(Montréal) La Cour fédérale canadienne a ordonné vendredi au gouvernement de rapatrier quatre citoyens canadiens détenus dans le nord-est de la Syrie depuis des années.

Cette décision intervient alors que le Canada venait tout juste d’annoncer son accord pour rapatrier les 19 autres femmes et enfants impliqués dans ce dossier judiciaire.  

Il s’agirait du plus important rapatriement de familles de djihadistes jamais organisé par le pays et de la première fois que le Canada va permettre à des hommes détenus en Syrie de rentrer.

Les familles des 23 citoyens avaient intenté une action en justice contre le gouvernement canadien, estimant notamment que le refus des autorités de les rapatrier violait la Charte des droits et libertés.

Lawrence Greenspon, un avocat de tous les demandeurs, à l’exception de Jack Letts, a conclu cette semaine un accord avec le gouvernement fédéral pour ramener à la maison six Canadiennes et 13 enfants.

« C’est ce que nous espérions », a déclaré M. Greenspon vendredi.

« Avec l’accord du gouvernement canadien, les femmes et les enfants vont être ramenés à la maison. Et maintenant, à la suite de l’ordonnance de ce juge, les quatre hommes qui se trouvent dans les prisons du nord-est de la Syrie seront également ramenés à la maison par Affaires mondiales Canada. »

« J’ai parlé aux parents et ils sont vraiment très contents », a pour sa part déclaré Barbara Jackman, l’avocate de Jack Letts, un Britanno-canadien converti à l’islam dont Londres a retiré la nationalité et l’un des quatre concernés par la décision de justice.

Le juge « a couvert toutes les questions qui étaient préoccupantes », a ajouté l’avocate, soulignant qu’il ordonne à Ottawa de demander le rapatriement des quatre hommes « dès que cela est raisonnablement possible », mais aussi de leur fournir un passeport d’urgence et d’envoyer un représentant de l’État en Syrie pour les aider.

Dans son jugement, le magistrat a notamment cité leurs conditions de vie « encore plus difficiles que celles des femmes et des enfants que le Canada vient d’accepter de rapatrier » et le fait qu’ils n’ont pas été inculpés ni jugés.

Vendredi matin, le ministère des Affaires étrangères canadien avait indiqué avoir « convenu d’une résolution » pour rapatrier les femmes et les enfants du groupe, excluant ces quatre hommes.

Jusque-là, le gouvernement de Justin Trudeau a traité cette question au cas par cas et, en quatre ans, seule une poignée de femmes et enfants ont été rapatriés.

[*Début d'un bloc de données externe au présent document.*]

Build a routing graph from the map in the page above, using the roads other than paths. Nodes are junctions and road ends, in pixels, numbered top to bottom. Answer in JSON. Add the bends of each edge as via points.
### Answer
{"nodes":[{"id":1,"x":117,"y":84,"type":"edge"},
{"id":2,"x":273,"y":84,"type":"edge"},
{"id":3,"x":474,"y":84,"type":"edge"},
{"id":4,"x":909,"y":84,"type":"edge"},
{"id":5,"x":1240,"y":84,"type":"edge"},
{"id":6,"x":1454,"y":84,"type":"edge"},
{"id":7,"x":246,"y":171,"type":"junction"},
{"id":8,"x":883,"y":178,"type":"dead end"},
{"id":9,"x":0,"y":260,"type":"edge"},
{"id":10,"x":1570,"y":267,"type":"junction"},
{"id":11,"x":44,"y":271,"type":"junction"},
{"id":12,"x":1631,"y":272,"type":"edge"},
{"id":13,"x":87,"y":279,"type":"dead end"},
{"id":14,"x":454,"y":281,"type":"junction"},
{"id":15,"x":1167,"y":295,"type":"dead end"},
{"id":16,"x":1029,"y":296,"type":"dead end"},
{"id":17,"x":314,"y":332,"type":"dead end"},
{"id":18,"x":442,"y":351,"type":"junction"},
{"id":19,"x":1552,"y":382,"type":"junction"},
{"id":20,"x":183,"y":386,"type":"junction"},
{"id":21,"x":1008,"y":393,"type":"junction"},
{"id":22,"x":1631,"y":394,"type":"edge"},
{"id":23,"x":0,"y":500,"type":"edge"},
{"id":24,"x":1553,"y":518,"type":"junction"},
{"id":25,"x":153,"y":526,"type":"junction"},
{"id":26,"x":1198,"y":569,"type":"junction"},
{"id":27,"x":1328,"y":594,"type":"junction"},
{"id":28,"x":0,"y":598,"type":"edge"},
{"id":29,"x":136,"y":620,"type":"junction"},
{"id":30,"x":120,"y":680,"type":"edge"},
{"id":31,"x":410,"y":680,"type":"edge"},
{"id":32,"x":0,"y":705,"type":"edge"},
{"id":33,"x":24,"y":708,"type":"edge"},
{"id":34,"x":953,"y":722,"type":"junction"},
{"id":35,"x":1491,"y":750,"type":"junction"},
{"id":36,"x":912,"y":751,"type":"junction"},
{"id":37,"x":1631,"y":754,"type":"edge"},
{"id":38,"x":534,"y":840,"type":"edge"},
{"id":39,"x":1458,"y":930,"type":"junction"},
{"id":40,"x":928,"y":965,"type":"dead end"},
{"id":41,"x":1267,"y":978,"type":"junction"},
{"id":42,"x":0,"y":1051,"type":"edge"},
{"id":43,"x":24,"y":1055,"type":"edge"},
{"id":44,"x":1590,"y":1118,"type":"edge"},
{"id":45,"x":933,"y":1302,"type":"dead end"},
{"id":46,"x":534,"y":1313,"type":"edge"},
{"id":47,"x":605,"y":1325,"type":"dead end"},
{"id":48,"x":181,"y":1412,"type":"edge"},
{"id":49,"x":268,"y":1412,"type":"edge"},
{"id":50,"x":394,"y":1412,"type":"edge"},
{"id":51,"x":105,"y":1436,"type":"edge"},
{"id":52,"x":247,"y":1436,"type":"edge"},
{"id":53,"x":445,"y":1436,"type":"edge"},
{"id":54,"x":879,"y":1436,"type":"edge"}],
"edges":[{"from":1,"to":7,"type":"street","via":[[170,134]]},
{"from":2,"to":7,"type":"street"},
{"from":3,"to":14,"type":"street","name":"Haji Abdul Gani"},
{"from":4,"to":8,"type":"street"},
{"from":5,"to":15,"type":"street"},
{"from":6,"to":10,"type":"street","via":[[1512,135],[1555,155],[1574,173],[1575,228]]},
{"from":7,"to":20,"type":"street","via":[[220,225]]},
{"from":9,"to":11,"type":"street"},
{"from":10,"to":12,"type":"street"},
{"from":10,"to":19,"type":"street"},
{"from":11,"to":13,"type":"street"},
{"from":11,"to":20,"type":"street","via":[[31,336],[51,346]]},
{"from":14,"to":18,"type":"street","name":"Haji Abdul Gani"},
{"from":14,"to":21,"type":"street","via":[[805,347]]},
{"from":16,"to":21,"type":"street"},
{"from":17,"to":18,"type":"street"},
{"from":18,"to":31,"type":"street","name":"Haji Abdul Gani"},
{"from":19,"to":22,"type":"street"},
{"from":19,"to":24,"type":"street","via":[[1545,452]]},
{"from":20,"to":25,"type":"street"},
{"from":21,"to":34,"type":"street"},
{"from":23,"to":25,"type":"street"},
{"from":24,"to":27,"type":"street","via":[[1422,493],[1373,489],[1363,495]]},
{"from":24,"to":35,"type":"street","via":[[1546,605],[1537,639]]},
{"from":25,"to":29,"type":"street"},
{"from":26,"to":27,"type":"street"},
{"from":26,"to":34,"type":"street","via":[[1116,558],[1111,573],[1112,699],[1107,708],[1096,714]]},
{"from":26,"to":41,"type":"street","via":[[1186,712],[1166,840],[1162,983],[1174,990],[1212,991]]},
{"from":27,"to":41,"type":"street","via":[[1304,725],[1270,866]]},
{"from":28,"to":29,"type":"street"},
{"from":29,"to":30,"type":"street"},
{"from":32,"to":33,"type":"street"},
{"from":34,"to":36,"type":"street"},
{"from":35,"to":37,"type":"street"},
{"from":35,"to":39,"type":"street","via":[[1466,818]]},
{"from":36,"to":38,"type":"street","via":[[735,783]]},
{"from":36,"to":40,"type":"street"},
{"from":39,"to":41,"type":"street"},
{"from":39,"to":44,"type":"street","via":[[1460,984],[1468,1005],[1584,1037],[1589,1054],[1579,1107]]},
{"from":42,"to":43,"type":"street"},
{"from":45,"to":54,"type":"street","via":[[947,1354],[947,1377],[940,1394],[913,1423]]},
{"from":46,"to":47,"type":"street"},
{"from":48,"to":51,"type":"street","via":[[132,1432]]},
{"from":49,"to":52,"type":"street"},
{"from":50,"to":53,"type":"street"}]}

Depuis la fin en 2019 du « califat » mis en place par l’organisation État islamique (EI), le rapatriement des femmes et des enfants de djihadistes issu de ses rangs est une question très sensible dans de nombreux pays.

De nombreuses ONG dénoncent le manque de courage des gouvernements, alors que ces proches de djihadistes, dont des milliers d’enfants, vivent dans les camps d’al-Hol et Roj, contrôlés par les Kurdes et où la violence est endémique et les privations nombreuses.

Selon Human Rights Watch (HRW), il reste une trentaine de Canadiens, dont 10 enfants toujours dans des camps en Syrie.

Mais « un certain nombre de femmes et d’enfants ont reçu des lettres du gouvernement indiquant qu’ils remplissent les conditions de rapatriement », a toutefois indiqué à l’AFP Farida Deif, directrice de HRW au Canada, ce qui augure davantage de rapatriements.  

Les autorités n’ont pas précisé à quel moment les 23 hommes, femmes et enfants seraient rapatriés et n’ont donné aucune indication sur les possibles poursuites qu’elles pourraient engager contre eux à leur retour sur le territoire canadien.

En octobre dernier, le Canada avait rapatrié deux femmes et deux enfants détenus en Syrie. En 2020, Ottawa avait permis le retour d’une fillette orpheline de 5 ans, après que son oncle eut intenté une action en justice contre le gouvernement canadien.